LINCOLN, Nebraska — Lawmakers unveiled a new plan Tuesday to cover the so-called Medicaid gap population in Nebraska while opponents made clear that the proposal faces a steep uphill slog.
Supporters hailed the latest bill as a bipartisan, business-friendly approach to cover an estimated 77,000 childless, low-income adults. Three previous attempts to expand Medicaid coverage under the federal health care law have failed because of conservative opposition.
The new bill would use federal Medicaid dollars to buy private health coverage for residents without access to an employer-sponsored plan, and would pay a worker's share of premiums if an employer does offer coverage. People deemed medically frail would receive coverage through the state's current Medicaid program.
Sen. John McCollister of Omaha, the bill's leading sponsor, said it would help the state economy by pumping an estimated $2 billion into the state economy, providing new health care jobs and helping the uninsured become more healthy and productive.
"Those states that expand Medicaid will have an economic tail wind versus those that don't," said McCollister, a Republican.
It also would create a program to refer new enrollees to optional job-training and education programs, in hopes of weaning them off of public benefits.
"We feel this is an extremely important new component to help people transition out of their dependence," said Sen. Kathy Campbell of Lincoln, a leading co-sponsor.
Campbell said the bill encourages personal responsibility and makes use of employer-sponsored coverage when it's available, reducing the cost to the state.
Even so, opponents said they had at least 19 of the Legislature's 49 votes — more than the 17 required to block the bill with a filibuster. Fifteen of those lawmakers stood with a leading opposition think tank Tuesday morning during a news conference to criticize the new bill.
"Every single conservative in the Legislature opposes Medicaid expansion," said Sen. Bill Kintner of Papillion.
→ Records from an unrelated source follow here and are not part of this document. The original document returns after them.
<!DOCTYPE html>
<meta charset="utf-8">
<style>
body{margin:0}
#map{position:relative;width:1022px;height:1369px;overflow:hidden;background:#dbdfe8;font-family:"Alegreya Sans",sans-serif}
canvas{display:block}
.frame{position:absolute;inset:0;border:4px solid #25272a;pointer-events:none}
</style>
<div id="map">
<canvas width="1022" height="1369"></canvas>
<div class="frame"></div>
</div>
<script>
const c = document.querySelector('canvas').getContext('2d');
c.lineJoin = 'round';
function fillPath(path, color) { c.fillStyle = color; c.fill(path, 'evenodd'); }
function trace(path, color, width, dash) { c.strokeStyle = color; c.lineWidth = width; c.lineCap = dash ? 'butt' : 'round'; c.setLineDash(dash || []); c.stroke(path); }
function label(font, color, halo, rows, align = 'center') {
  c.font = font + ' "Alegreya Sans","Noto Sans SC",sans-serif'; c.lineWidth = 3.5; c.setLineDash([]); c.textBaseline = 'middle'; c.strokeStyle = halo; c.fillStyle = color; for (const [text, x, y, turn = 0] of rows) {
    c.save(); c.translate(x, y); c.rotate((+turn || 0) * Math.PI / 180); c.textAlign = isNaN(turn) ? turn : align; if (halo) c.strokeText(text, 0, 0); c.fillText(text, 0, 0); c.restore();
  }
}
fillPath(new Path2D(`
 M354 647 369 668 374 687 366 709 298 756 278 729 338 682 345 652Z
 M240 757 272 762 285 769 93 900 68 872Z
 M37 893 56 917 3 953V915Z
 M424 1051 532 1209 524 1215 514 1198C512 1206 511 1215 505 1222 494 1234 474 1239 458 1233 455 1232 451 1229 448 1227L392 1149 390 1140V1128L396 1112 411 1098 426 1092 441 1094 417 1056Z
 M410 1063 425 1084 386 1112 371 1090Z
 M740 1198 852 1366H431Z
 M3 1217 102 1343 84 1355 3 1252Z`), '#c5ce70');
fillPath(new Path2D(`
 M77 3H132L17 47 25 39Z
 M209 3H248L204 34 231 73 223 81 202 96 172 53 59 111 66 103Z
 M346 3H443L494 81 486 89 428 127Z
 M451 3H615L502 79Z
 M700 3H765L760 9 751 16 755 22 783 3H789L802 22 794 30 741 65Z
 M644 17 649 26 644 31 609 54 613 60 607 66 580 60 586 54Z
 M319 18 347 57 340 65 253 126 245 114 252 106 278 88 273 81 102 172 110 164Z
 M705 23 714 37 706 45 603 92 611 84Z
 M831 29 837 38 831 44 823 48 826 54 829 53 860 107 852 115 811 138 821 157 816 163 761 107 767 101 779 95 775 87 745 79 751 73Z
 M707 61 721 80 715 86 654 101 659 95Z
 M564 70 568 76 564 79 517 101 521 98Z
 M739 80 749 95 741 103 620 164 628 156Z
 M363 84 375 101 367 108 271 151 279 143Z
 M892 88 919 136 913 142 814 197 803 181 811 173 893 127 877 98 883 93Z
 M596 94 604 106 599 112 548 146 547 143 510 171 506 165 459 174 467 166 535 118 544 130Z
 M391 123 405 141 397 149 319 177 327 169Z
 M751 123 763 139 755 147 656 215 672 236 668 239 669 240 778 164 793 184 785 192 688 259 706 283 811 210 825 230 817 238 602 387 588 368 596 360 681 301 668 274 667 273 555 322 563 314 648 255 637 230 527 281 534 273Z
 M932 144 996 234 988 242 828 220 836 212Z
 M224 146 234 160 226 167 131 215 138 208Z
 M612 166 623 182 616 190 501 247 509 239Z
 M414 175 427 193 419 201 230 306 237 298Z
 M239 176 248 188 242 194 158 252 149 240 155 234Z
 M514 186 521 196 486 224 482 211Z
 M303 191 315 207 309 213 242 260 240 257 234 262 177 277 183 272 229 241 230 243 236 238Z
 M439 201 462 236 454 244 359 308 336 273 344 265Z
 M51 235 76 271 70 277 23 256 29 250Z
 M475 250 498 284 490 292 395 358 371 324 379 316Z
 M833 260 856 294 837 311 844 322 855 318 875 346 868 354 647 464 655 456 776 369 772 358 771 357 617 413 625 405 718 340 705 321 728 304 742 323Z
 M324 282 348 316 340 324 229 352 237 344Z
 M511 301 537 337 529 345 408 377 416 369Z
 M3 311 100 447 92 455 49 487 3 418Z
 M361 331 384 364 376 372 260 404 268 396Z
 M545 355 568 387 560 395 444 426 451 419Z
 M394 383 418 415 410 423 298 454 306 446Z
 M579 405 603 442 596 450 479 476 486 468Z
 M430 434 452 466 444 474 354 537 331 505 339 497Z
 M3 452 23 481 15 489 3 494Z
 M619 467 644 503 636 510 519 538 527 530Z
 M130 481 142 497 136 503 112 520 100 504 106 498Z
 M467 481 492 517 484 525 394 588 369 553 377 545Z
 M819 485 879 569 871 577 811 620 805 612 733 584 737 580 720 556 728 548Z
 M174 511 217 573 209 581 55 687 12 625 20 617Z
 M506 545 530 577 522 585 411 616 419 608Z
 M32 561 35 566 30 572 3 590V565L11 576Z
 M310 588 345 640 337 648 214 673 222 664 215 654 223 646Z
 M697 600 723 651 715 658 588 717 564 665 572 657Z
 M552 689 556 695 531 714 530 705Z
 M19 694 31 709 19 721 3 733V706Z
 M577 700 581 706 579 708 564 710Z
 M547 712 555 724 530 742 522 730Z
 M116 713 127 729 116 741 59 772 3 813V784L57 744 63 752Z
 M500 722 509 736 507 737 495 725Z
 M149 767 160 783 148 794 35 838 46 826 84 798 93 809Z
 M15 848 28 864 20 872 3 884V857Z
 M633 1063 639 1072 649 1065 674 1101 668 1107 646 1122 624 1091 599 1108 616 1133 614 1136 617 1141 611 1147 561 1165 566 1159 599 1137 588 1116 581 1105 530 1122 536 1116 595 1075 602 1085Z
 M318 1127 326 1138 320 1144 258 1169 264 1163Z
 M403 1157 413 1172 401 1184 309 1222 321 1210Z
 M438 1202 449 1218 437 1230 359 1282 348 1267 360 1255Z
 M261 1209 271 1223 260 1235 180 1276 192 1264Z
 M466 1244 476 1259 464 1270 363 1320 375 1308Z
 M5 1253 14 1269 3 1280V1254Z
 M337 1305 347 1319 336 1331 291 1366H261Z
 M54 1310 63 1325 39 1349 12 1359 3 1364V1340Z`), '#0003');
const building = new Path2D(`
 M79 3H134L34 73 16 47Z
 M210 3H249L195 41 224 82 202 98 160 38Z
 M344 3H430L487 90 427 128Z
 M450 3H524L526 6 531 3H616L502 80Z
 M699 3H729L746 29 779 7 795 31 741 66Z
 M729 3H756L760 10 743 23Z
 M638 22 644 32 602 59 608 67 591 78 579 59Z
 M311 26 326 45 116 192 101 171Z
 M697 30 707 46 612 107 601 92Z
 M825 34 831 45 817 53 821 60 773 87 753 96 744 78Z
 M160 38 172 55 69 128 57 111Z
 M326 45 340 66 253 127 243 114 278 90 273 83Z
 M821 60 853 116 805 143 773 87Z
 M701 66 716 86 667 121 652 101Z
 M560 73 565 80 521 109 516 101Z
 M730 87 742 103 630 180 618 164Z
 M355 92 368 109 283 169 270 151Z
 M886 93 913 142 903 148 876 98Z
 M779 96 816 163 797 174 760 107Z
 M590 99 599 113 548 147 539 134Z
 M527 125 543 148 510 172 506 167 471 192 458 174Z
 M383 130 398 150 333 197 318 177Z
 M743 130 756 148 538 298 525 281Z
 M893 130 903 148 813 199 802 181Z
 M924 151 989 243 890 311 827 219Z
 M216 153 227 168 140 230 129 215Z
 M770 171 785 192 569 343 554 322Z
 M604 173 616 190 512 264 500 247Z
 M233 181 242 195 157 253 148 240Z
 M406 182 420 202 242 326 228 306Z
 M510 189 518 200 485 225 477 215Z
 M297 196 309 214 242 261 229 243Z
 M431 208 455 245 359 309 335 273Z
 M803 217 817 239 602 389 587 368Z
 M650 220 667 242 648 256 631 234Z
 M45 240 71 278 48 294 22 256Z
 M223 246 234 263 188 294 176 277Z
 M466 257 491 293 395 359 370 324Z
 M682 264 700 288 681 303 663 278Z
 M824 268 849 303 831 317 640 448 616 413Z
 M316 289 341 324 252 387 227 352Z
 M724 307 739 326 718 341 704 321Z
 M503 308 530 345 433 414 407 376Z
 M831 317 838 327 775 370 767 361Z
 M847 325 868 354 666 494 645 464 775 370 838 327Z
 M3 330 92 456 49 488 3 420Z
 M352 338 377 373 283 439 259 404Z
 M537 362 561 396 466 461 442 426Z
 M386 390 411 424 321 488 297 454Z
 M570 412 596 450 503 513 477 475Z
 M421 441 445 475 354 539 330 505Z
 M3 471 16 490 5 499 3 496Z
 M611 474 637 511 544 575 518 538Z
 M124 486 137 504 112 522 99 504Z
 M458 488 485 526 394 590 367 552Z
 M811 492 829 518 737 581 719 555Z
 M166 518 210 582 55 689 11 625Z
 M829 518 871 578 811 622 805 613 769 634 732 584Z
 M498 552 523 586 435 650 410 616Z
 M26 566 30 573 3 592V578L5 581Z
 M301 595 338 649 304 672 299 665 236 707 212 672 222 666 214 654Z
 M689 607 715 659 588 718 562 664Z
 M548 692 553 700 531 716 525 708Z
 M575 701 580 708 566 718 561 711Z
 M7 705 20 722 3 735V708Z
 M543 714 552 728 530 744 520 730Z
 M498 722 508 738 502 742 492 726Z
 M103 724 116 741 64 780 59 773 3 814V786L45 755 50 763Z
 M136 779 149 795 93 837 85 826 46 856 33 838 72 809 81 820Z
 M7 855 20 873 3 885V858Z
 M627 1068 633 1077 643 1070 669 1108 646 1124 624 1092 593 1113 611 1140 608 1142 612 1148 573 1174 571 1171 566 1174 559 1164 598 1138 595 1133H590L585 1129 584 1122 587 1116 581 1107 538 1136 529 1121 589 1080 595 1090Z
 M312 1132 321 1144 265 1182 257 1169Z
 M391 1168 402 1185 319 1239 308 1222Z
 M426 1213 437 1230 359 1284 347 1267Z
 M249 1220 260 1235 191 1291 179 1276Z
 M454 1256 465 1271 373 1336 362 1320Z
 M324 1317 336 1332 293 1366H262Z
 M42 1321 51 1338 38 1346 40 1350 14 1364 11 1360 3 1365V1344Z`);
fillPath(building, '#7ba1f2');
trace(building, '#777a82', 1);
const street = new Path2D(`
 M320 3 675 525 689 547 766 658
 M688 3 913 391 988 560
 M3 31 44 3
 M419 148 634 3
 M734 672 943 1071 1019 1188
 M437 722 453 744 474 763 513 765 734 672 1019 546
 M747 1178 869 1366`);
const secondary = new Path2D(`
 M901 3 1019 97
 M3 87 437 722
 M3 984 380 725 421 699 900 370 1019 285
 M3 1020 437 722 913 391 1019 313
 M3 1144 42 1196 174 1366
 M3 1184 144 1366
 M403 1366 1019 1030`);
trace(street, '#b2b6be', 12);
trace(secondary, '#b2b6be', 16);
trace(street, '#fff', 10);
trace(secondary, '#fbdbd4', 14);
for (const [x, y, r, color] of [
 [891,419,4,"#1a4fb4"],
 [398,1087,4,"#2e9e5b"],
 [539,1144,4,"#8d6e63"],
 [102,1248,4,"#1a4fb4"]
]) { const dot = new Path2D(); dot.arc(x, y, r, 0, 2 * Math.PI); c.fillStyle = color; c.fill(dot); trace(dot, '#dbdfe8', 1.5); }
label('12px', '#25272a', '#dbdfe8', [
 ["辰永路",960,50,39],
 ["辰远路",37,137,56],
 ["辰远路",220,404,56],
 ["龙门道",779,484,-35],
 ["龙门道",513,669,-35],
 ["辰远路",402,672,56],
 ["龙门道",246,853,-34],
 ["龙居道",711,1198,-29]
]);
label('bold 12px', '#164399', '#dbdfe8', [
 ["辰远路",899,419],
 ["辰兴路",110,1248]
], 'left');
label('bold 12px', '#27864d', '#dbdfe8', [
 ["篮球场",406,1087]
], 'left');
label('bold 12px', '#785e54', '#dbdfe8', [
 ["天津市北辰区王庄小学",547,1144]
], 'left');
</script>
Jim Vokal, the CEO of the Omaha-based Platte Institute for Economic Research, said similar legislation adopted in Arkansas resulted in far greater enrollment and expense for the state than initially predicted. Vokal argued that the new proposal would extend benefits to able-bodied adults when the program has traditionally been used for poor children, pregnant women, seniors and people with disabilities.
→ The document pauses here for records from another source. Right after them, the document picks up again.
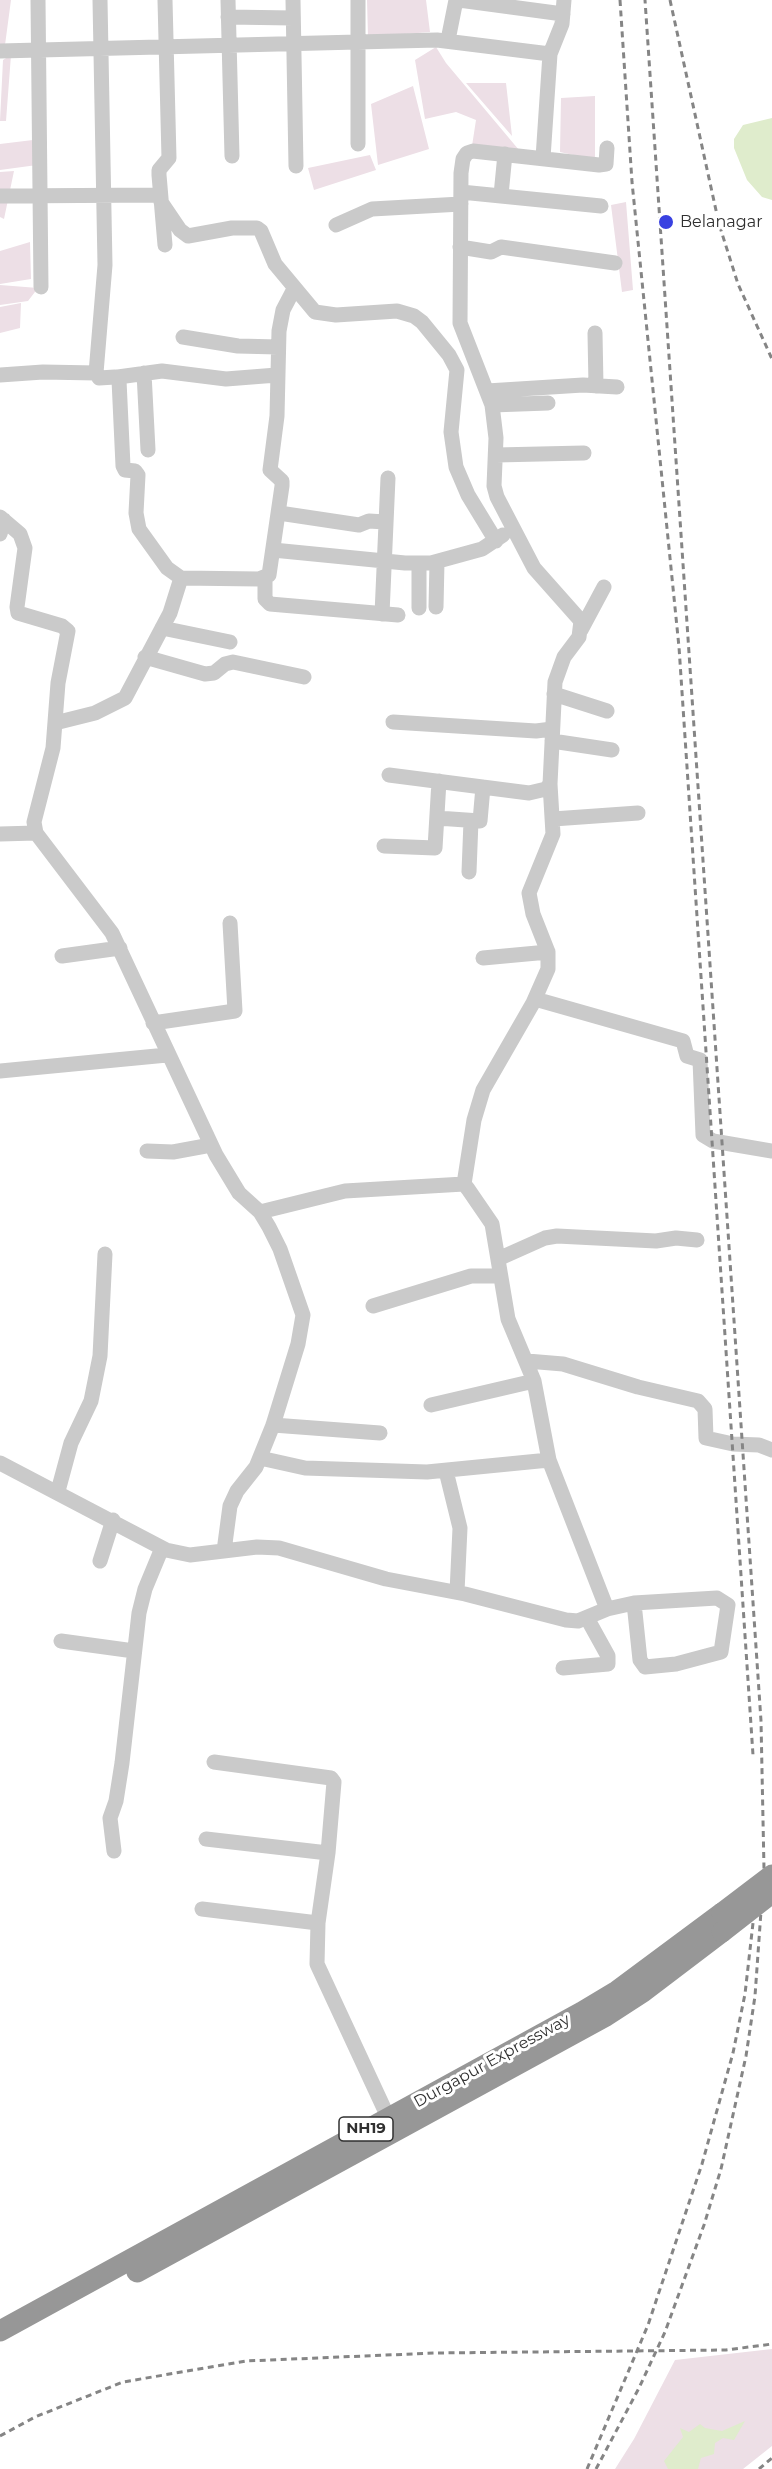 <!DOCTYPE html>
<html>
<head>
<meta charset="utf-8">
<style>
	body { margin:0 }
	canvas { display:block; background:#fff }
</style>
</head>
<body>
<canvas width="772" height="2469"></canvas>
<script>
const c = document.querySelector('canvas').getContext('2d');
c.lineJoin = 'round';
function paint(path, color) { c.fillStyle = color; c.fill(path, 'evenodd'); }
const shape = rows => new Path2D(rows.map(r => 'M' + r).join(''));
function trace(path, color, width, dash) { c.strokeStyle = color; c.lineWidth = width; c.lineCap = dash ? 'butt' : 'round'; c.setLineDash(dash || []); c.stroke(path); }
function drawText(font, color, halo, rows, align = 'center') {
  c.font = font + ' Montserrat,sans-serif'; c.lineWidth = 6; c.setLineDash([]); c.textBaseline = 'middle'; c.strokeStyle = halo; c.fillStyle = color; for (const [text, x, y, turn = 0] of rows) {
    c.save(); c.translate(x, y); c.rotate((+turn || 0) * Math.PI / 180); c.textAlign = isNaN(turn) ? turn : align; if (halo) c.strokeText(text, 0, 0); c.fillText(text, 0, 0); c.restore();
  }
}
const green = shape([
	[0,0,11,0,5,45,0,46],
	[367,0,426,0,430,32,368,37],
	[436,47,446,63,519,150,472,146,476,120,456,112,425,119,415,60],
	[11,55,6,121,0,121,3,60],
	[466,83,506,83,512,136],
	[413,86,429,149,378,165,371,104],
	[595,96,595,160,560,152,561,98],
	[33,140,37,165,0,170,0,144],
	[370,155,376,170,314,190,308,168],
	[14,171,4,219,0,217,0,172],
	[626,202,633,290,622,292,611,205],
	[30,242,31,279,0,284,0,251],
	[0,285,38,288,28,301,0,305],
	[21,303,20,328,0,333,0,307],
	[772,2349,772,2446,743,2469,615,2469,634,2439,675,2360]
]);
const water = shape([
	[772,118,772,200,762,197,747,180,734,148,734,139,743,125],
	[745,2421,734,2440,723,2438,715,2443,714,2454,701,2458,698,2469,668,2469,664,2461,683,2437,680,2428,689,2432,700,2424,705,2428,722,2431]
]);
const minor = shape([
	[38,0,41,287],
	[100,0,105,265,96,373,99,378,115,377,119,380,123,466,125,470,135,471,138,475,136,513,139,529,167,568,181,578,259,579,269,575,282,486,282,481,270,470,277,416,279,331,283,310,294,289],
	[165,0,169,158,159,170,159,175,165,245],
	[228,0,232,156],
	[293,0,296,166],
	[358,0,358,144],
	[459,0,563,14],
	[228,17,293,18],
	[448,40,456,0],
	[0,51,437,40,550,54],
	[543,158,550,54,562,24,564,0],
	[461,192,601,206],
	[501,195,505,154],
	[0,196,160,195],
	[161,202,180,230,188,236,232,228,257,228,261,231,275,264,315,312,336,315,397,311,414,316,422,322,449,355,457,370,451,432,456,467,468,495,496,541],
	[336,225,372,209,461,204],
	[460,247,491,252,501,247,615,263],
	[595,333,596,386],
	[183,337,238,346,278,347],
	[144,373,148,450],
	[0,375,43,372,96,373],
	[118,377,162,371,226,379,277,375],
	[487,391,583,385,617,387],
	[492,405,548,403],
	[496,455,584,453],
	[279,513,359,525,369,521,385,522],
	[0,517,20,534,25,548,17,607,18,613,62,626,68,631,58,683,53,748,34,822,36,833,112,933,216,1155,239,1193,260,1212,269,1227,280,1249,303,1315,298,1344,273,1425,256,1467,237,1491,230,1506,224,1551],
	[0,534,4,520],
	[273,550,405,563,431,563,482,549,503,535],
	[419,563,419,608],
	[265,578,265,599,270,604,398,615],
	[436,607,437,562],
	[382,614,388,478],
	[162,628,230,642],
	[581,630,604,587],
	[145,657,205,674,214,673,225,664,233,662,304,677],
	[554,694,607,711],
	[393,722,536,731,552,729],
	[55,723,95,713,125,698,170,613,181,578],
	[552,741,612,750],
	[389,775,529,793,546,789,550,784,555,682,564,657,579,637,581,621,534,568,497,497,494,486,496,438,492,405,460,323,461,173,463,159,467,153,473,151,599,165,606,164,607,148],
	[437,818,480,821,483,787],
	[553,819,638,813],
	[0,834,36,833],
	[384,846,435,848,439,781],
	[469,872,471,821],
	[62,956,120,948],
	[483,958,548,952],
	[535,999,683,1041,687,1056,700,1060,703,1135,713,1141,772,1151],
	[153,1023,235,1011,230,923],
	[0,1071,167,1055],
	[147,1151,173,1152,211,1145],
	[464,1184,474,1120,483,1090,533,1003,548,969,548,952,533,914,529,893,553,834,550,784],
	[260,1212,345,1191,464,1184,468,1189,492,1224,508,1319,534,1381,549,1460,607,1609],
	[498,1259,545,1238,557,1236,656,1241,676,1238,697,1240],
	[373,1306,471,1276,500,1276],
	[527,1361,563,1364,638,1387,698,1401,705,1409,706,1438,733,1444,759,1445,772,1450],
	[431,1405,534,1381],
	[273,1425,380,1433],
	[260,1458,305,1468,427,1472,549,1460],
	[0,1463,166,1550,190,1555,257,1547,279,1548,386,1579,465,1594,566,1620,578,1621,607,1609,634,1603,717,1598,728,1605,721,1652,676,1664,645,1667,640,1660,634,1603],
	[446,1471,460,1528,457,1592],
	[58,1491,71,1443,91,1401,100,1356,105,1254],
	[100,1561,113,1520],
	[61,1641,134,1651],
	[563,1668,608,1664,608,1656,587,1618],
	[214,1762,331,1778,334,1782,328,1853,318,1923,317,1964,388,2117],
	[206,1839,328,1853],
	[114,1851,110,1818,116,1801,122,1763,139,1613,145,1589,162,1548],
	[202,1909,318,1923]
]);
const highway = shape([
	[137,2272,606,2016,643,1992,722,1932],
	[0,2331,582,2012,617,1991,722,1913]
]);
const rail = shape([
	[620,0,632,182,679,647,753,1755],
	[670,0,719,224,738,284,772,359],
	[0,2436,35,2417,123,2382,246,2361,435,2353,726,2350,772,2344],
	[587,2469,648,2325,702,2164,733,2053,745,1994,753,1923],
	[596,2469,639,2388,665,2332,704,2225,721,2169,746,2056,755,1996,764,1869,761,1721,645,0],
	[759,2469,772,2458]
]);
const highwayBridge = shape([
	[722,1913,772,1875],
	[722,1932,772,1893]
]);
const markers = [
	[666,222,8,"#3941e1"]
];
const shields = [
	[366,2129,54]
];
const shieldNames = [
	["NH19",366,2129]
];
const poiNames = [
	["Belanagar",680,222]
];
const streetNames = [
	["Durgapur Expressway",492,2061,-29]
];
paint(green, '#eddfe6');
paint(water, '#dfeccc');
trace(minor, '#cacaca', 15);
trace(highway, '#979797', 21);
trace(rail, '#858585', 3, [6, 4.5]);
trace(highwayBridge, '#979797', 21);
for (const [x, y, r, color] of markers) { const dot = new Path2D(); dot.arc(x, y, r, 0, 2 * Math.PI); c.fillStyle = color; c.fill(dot); trace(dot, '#fff', 2); }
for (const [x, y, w] of shields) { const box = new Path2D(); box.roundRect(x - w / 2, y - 12, w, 24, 4.5); c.fillStyle = '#fff'; c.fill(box); trace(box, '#303030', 1.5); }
drawText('bold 15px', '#303030', null, shieldNames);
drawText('16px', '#303030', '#fff', poiNames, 'left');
drawText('16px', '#303030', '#fff', streetNames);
</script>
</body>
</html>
Nebraska is one of 19 primarily conservative states that have rejected efforts to expand Medicaid, the health care program for the poor and disabled. Thirty-one states and the District of Columbia have agreed to the expansion, and governors of three non-expansion states — South Dakota, Virginia and Wyoming — are now advocating it in their latest budget proposals.
The Nebraska plan would cover an estimated 77,000 childless adults whose incomes are too high to qualify for regular Medicaid but too low to receive tax subsidies available through the federal health care exchange.
The coverage gap exists because tax subsidies are only available to people with household incomes between 100 percent and 400 percent of the federal poverty level.
The Affordable Care Act doesn't provide the subsidies for people who make less than that because the law originally required all states to expand Medicaid, which would have covered that population and made the subsidies unnecessary. But in 2012, the U.S. Supreme Court ruled that the federal government can't punish states that don't expand Medicaid.
Among those in the gap is Sarah Parker of Lincoln, who said she worked full-time until her father was diagnosed with Parkinson's disease in 2011. Parker said she now works part-time without coverage so she can care for her father, while her medical bills have mounted. A recent eight-day stint in the hospital is pushing her toward bankruptcy.
"I don't need an entitlement program," Parker said. "But I do need a little help."